* **BRIEF**:
Without copying the images, write out all the entries below verbatim.

* **Collected data**:
+++

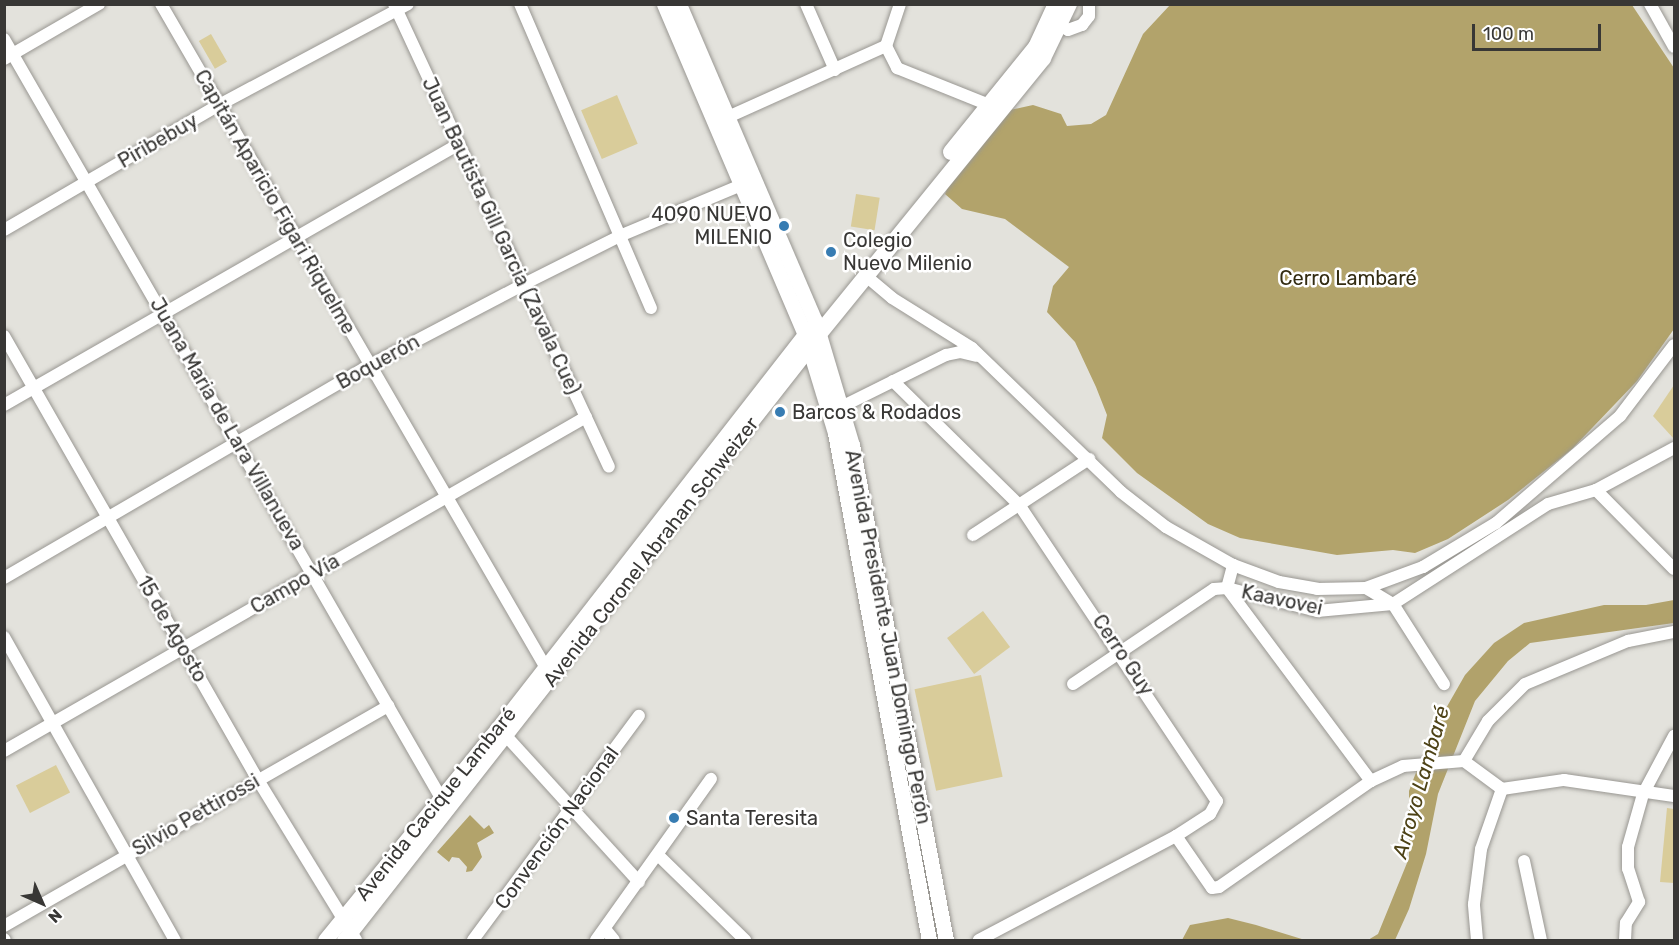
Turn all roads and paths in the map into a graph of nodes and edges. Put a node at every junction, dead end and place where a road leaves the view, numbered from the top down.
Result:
1 (99, 4) edge
2 (161, 4) edge
3 (520, 4) edge
4 (664, 4) edge
5 (680, 4) edge
6 (806, 4) edge
7 (900, 4) edge
8 (1650, 4) edge
9 (1062, 5) edge
10 (400, 6) edge
11 (1091, 6) edge
12 (1060, 25) junction
13 (4, 39) edge
14 (886, 46) junction
15 (1674, 47) edge
16 (1039, 53) junction
17 (9, 57) edge
18 (835, 70) junction
19 (219, 105) junction
20 (989, 105) junction
21 (728, 117) junction
22 (459, 144) junction
23 (87, 182) junction
24 (744, 184) junction
25 (763, 197) junction
26 (4, 230) edge
27 (621, 235) junction
28 (296, 238) junction
29 (866, 276) junction
30 (524, 284) junction
31 (651, 308) dead end
32 (164, 314) junction
33 (812, 334) junction
34 (4, 336) edge
35 (1674, 345) edge
36 (978, 356) junction
37 (370, 365) junction
38 (817, 376) junction
39 (785, 379) junction
40 (893, 381) junction
41 (35, 387) junction
42 (4, 405) edge
43 (835, 410) junction
44 (586, 417) junction
45 (238, 444) junction
46 (1674, 448) edge
47 (1089, 459) junction
48 (609, 467) dead end
49 (1596, 490) junction
50 (446, 496) junction
51 (1020, 506) junction
52 (110, 518) junction
53 (861, 528) junction
54 (973, 535) dead end
55 (1233, 565) junction
56 (1674, 568) edge
57 (313, 573) junction
58 (4, 578) edge
59 (1227, 588) junction
60 (1366, 588) junction
61 (1393, 604) junction
62 (1674, 632) edge
63 (4, 637) edge
64 (183, 648) junction
65 (1122, 652) junction
66 (549, 673) junction
67 (1073, 684) dead end
68 (1444, 684) dead end
69 (388, 706) junction
70 (639, 716) dead end
71 (53, 723) junction
72 (1674, 736) edge
73 (507, 737) junction
74 (4, 751) edge
75 (1461, 761) junction
76 (711, 779) dead end
77 (258, 780) junction
78 (1371, 781) junction
79 (1502, 789) junction
80 (1643, 794) junction
81 (1674, 796) edge
82 (445, 805) junction
83 (571, 810) junction
84 (1176, 836) junction
85 (128, 855) junction
86 (658, 855) junction
87 (1524, 861) dead end
88 (639, 882) junction
89 (4, 926) edge
90 (604, 929) junction
91 (347, 934) edge
92 (175, 940) edge
93 (325, 940) edge
94 (473, 940) edge
95 (596, 940) edge
96 (614, 940) edge
97 (745, 940) edge
98 (929, 940) edge
99 (946, 940) edge
100 (979, 940) edge
101 (1477, 940) edge
102 (1541, 940) edge
103 (1625, 940) edge

1 - 17 street
2 - 19 street, Capitán Aparicio Figari Riquelme
3 - 27 street
4 - 24 main road, Avenida Presidente Juan Domingo Perón
5 - 21 main road, Avenida Presidente Juan Domingo Perón
6 - 18 street
7 - 14 street
8 - 15 street
9 - 12 highway
9 - 16 highway
10 - 19 street, Piribebuy
10 - 22 street, Juan Bautista Gill Garcia (Zavala Cue)
11 - 12 street
12 - 16 highway
13 - 17 street, Juana Maria de Lara Villanueva
14 - 18 street
14 - 20 street
16 - 20 highway, Avenida Coronel Abrahan Schweizer
16 - 29 highway, Avenida Coronel Abrahan Schweizer
17 - 23 street, Juana Maria de Lara Villanueva
18 - 21 street
19 - 23 street, Piribebuy
19 - 28 street, Capitán Aparicio Figari Riquelme
20 - 33 highway, Avenida Coronel Abrahan Schweizer
21 - 25 main road, Avenida Presidente Juan Domingo Perón
22 - 28 street
22 - 30 street, Juan Bautista Gill Garcia (Zavala Cue)
23 - 26 street, Piribebuy
23 - 32 street, Juana Maria de Lara Villanueva
24 - 25 street
24 - 27 street, Boquerón
24 - 33 main road, Avenida Presidente Juan Domingo Perón
25 - 33 main road, Avenida Presidente Juan Domingo Perón
27 - 30 street, Boquerón
27 - 31 street
28 - 32 street
28 - 37 street, Capitán Aparicio Figari Riquelme
29 - 33 highway, Avenida Coronel Abrahan Schweizer
29 - 36 street
30 - 37 street, Boquerón
30 - 44 street, Juan Bautista Gill Garcia (Zavala Cue)
32 - 41 street
32 - 45 street, Juana Maria de Lara Villanueva
33 - 38 main road, Avenida Presidente Juan Domingo Perón
33 - 39 main road, Avenida Coronel Abrahan Schweizer
33 - 43 main road, Avenida Presidente Juan Domingo Perón
33 - 66 main road, Avenida Coronel Abrahan Schweizer
34 - 41 street, 15 de Agosto
35 - 60 street
36 - 40 street
36 - 47 street
37 - 45 street, Boquerón
37 - 50 street, Capitán Aparicio Figari Riquelme
38 - 39 main road
38 - 43 main road, Avenida Presidente Juan Domingo Perón
39 - 66 main road, Avenida Coronel Abrahan Schweizer
40 - 43 street
40 - 51 street, Cerro Guy
41 - 42 street
41 - 52 street, 15 de Agosto
43 - 53 main road, Avenida Presidente Juan Domingo Perón
44 - 48 street, Juan Bautista Gill Garcia (Zavala Cue)
44 - 50 street, Campo Vía
45 - 52 street, Boquerón
45 - 57 street, Juana Maria de Lara Villanueva
46 - 49 street, Kaavovei
47 - 51 street
47 - 55 street
49 - 56 street
49 - 61 street, Kaavovei
50 - 57 street, Campo Vía
50 - 66 street, Capitán Aparicio Figari Riquelme
51 - 54 street
51 - 65 street, Cerro Guy
52 - 58 street, Boquerón
52 - 64 street, 15 de Agosto
53 - 98 main road, Avenida Presidente Juan Domingo Perón
53 - 99 main road, Avenida Presidente Juan Domingo Perón
55 - 59 street
55 - 60 street
57 - 64 street, Campo Vía
57 - 69 street, Juana Maria de Lara Villanueva
59 - 61 street, Kaavovei
59 - 65 street, Kaavovei
59 - 78 street
60 - 61 street
61 - 68 street
62 - 75 street
63 - 71 street
64 - 71 street, Campo Vía
64 - 77 street, 15 de Agosto
65 - 67 street, Kaavovei
65 - 84 street, Cerro Guy
66 - 73 main road, Avenida Coronel Abrahan Schweizer
66 - 82 main road, Avenida Cacique Lambaré
69 - 77 street, Silvio Pettirossi
69 - 82 street, Juana Maria de Lara Villanueva
70 - 83 street, Convención Nacional
71 - 74 street, Campo Vía
71 - 85 street
72 - 80 street
73 - 82 main road, Avenida Cacique Lambaré
73 - 83 street
75 - 78 street
75 - 79 street
76 - 86 street
77 - 85 street, Silvio Pettirossi
77 - 91 street, 15 de Agosto
78 - 84 street
79 - 80 street
79 - 101 street
80 - 81 street
80 - 103 street
82 - 91 main road, Avenida Cacique Lambaré
83 - 88 street
83 - 94 street, Convención Nacional
84 - 100 street
85 - 89 street, Silvio Pettirossi
85 - 92 street
86 - 88 street
86 - 97 street
87 - 102 street
88 - 90 street
90 - 95 street
90 - 96 street
91 - 93 main road, Avenida Cacique Lambaré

+++

* **RESULT**:
Turn all roads and paths in the map into a graph of nodes and edges. Put a node at every junction, dead end and place where a road leaves the view, numbered from the top down.
Result:
1 (99, 4) edge
2 (161, 4) edge
3 (520, 4) edge
4 (664, 4) edge
5 (680, 4) edge
6 (806, 4) edge
7 (900, 4) edge
8 (1650, 4) edge
9 (1062, 5) edge
10 (400, 6) edge
11 (1091, 6) edge
12 (1060, 25) junction
13 (4, 39) edge
14 (886, 46) junction
15 (1674, 47) edge
16 (1039, 53) junction
17 (9, 57) edge
18 (835, 70) junction
19 (219, 105) junction
20 (989, 105) junction
21 (728, 117) junction
22 (459, 144) junction
23 (87, 182) junction
24 (744, 184) junction
25 (763, 197) junction
26 (4, 230) edge
27 (621, 235) junction
28 (296, 238) junction
29 (866, 276) junction
30 (524, 284) junction
31 (651, 308) dead end
32 (164, 314) junction
33 (812, 334) junction
34 (4, 336) edge
35 (1674, 345) edge
36 (978, 356) junction
37 (370, 365) junction
38 (817, 376) junction
39 (785, 379) junction
40 (893, 381) junction
41 (35, 387) junction
42 (4, 405) edge
43 (835, 410) junction
44 (586, 417) junction
45 (238, 444) junction
46 (1674, 448) edge
47 (1089, 459) junction
48 (609, 467) dead end
49 (1596, 490) junction
50 (446, 496) junction
51 (1020, 506) junction
52 (110, 518) junction
53 (861, 528) junction
54 (973, 535) dead end
55 (1233, 565) junction
56 (1674, 568) edge
57 (313, 573) junction
58 (4, 578) edge
59 (1227, 588) junction
60 (1366, 588) junction
61 (1393, 604) junction
62 (1674, 632) edge
63 (4, 637) edge
64 (183, 648) junction
65 (1122, 652) junction
66 (549, 673) junction
67 (1073, 684) dead end
68 (1444, 684) dead end
69 (388, 706) junction
70 (639, 716) dead end
71 (53, 723) junction
72 (1674, 736) edge
73 (507, 737) junction
74 (4, 751) edge
75 (1461, 761) junction
76 (711, 779) dead end
77 (258, 780) junction
78 (1371, 781) junction
79 (1502, 789) junction
80 (1643, 794) junction
81 (1674, 796) edge
82 (445, 805) junction
83 (571, 810) junction
84 (1176, 836) junction
85 (128, 855) junction
86 (658, 855) junction
87 (1524, 861) dead end
88 (639, 882) junction
89 (4, 926) edge
90 (604, 929) junction
91 (347, 934) edge
92 (175, 940) edge
93 (325, 940) edge
94 (473, 940) edge
95 (596, 940) edge
96 (614, 940) edge
97 (745, 940) edge
98 (929, 940) edge
99 (946, 940) edge
100 (979, 940) edge
101 (1477, 940) edge
102 (1541, 940) edge
103 (1625, 940) edge

1 - 17 street
2 - 19 street, Capitán Aparicio Figari Riquelme
3 - 27 street
4 - 24 main road, Avenida Presidente Juan Domingo Perón
5 - 21 main road, Avenida Presidente Juan Domingo Perón
6 - 18 street
7 - 14 street
8 - 15 street
9 - 12 highway
9 - 16 highway
10 - 19 street, Piribebuy
10 - 22 street, Juan Bautista Gill Garcia (Zavala Cue)
11 - 12 street
12 - 16 highway
13 - 17 street, Juana Maria de Lara Villanueva
14 - 18 street
14 - 20 street
16 - 20 highway, Avenida Coronel Abrahan Schweizer
16 - 29 highway, Avenida Coronel Abrahan Schweizer
17 - 23 street, Juana Maria de Lara Villanueva
18 - 21 street
19 - 23 street, Piribebuy
19 - 28 street, Capitán Aparicio Figari Riquelme
20 - 33 highway, Avenida Coronel Abrahan Schweizer
21 - 25 main road, Avenida Presidente Juan Domingo Perón
22 - 28 street
22 - 30 street, Juan Bautista Gill Garcia (Zavala Cue)
23 - 26 street, Piribebuy
23 - 32 street, Juana Maria de Lara Villanueva
24 - 25 street
24 - 27 street, Boquerón
24 - 33 main road, Avenida Presidente Juan Domingo Perón
25 - 33 main road, Avenida Presidente Juan Domingo Perón
27 - 30 street, Boquerón
27 - 31 street
28 - 32 street
28 - 37 street, Capitán Aparicio Figari Riquelme
29 - 33 highway, Avenida Coronel Abrahan Schweizer
29 - 36 street
30 - 37 street, Boquerón
30 - 44 street, Juan Bautista Gill Garcia (Zavala Cue)
32 - 41 street
32 - 45 street, Juana Maria de Lara Villanueva
33 - 38 main road, Avenida Presidente Juan Domingo Perón
33 - 39 main road, Avenida Coronel Abrahan Schweizer
33 - 43 main road, Avenida Presidente Juan Domingo Perón
33 - 66 main road, Avenida Coronel Abrahan Schweizer
34 - 41 street, 15 de Agosto
35 - 60 street
36 - 40 street
36 - 47 street
37 - 45 street, Boquerón
37 - 50 street, Capitán Aparicio Figari Riquelme
38 - 39 main road
38 - 43 main road, Avenida Presidente Juan Domingo Perón
39 - 66 main road, Avenida Coronel Abrahan Schweizer
40 - 43 street
40 - 51 street, Cerro Guy
41 - 42 street
41 - 52 street, 15 de Agosto
43 - 53 main road, Avenida Presidente Juan Domingo Perón
44 - 48 street, Juan Bautista Gill Garcia (Zavala Cue)
44 - 50 street, Campo Vía
45 - 52 street, Boquerón
45 - 57 street, Juana Maria de Lara Villanueva
46 - 49 street, Kaavovei
47 - 51 street
47 - 55 street
49 - 56 street
49 - 61 street, Kaavovei
50 - 57 street, Campo Vía
50 - 66 street, Capitán Aparicio Figari Riquelme
51 - 54 street
51 - 65 street, Cerro Guy
52 - 58 street, Boquerón
52 - 64 street, 15 de Agosto
53 - 98 main road, Avenida Presidente Juan Domingo Perón
53 - 99 main road, Avenida Presidente Juan Domingo Perón
55 - 59 street
55 - 60 street
57 - 64 street, Campo Vía
57 - 69 street, Juana Maria de Lara Villanueva
59 - 61 street, Kaavovei
59 - 65 street, Kaavovei
59 - 78 street
60 - 61 street
61 - 68 street
62 - 75 street
63 - 71 street
64 - 71 street, Campo Vía
64 - 77 street, 15 de Agosto
65 - 67 street, Kaavovei
65 - 84 street, Cerro Guy
66 - 73 main road, Avenida Coronel Abrahan Schweizer
66 - 82 main road, Avenida Cacique Lambaré
69 - 77 street, Silvio Pettirossi
69 - 82 street, Juana Maria de Lara Villanueva
70 - 83 street, Convención Nacional
71 - 74 street, Campo Vía
71 - 85 street
72 - 80 street
73 - 82 main road, Avenida Cacique Lambaré
73 - 83 street
75 - 78 street
75 - 79 street
76 - 86 street
77 - 85 street, Silvio Pettirossi
77 - 91 street, 15 de Agosto
78 - 84 street
79 - 80 street
79 - 101 street
80 - 81 street
80 - 103 street
82 - 91 main road, Avenida Cacique Lambaré
83 - 88 street
83 - 94 street, Convención Nacional
84 - 100 street
85 - 89 street, Silvio Pettirossi
85 - 92 street
86 - 88 street
86 - 97 street
87 - 102 street
88 - 90 street
90 - 95 street
90 - 96 street
91 - 93 main road, Avenida Cacique Lambaré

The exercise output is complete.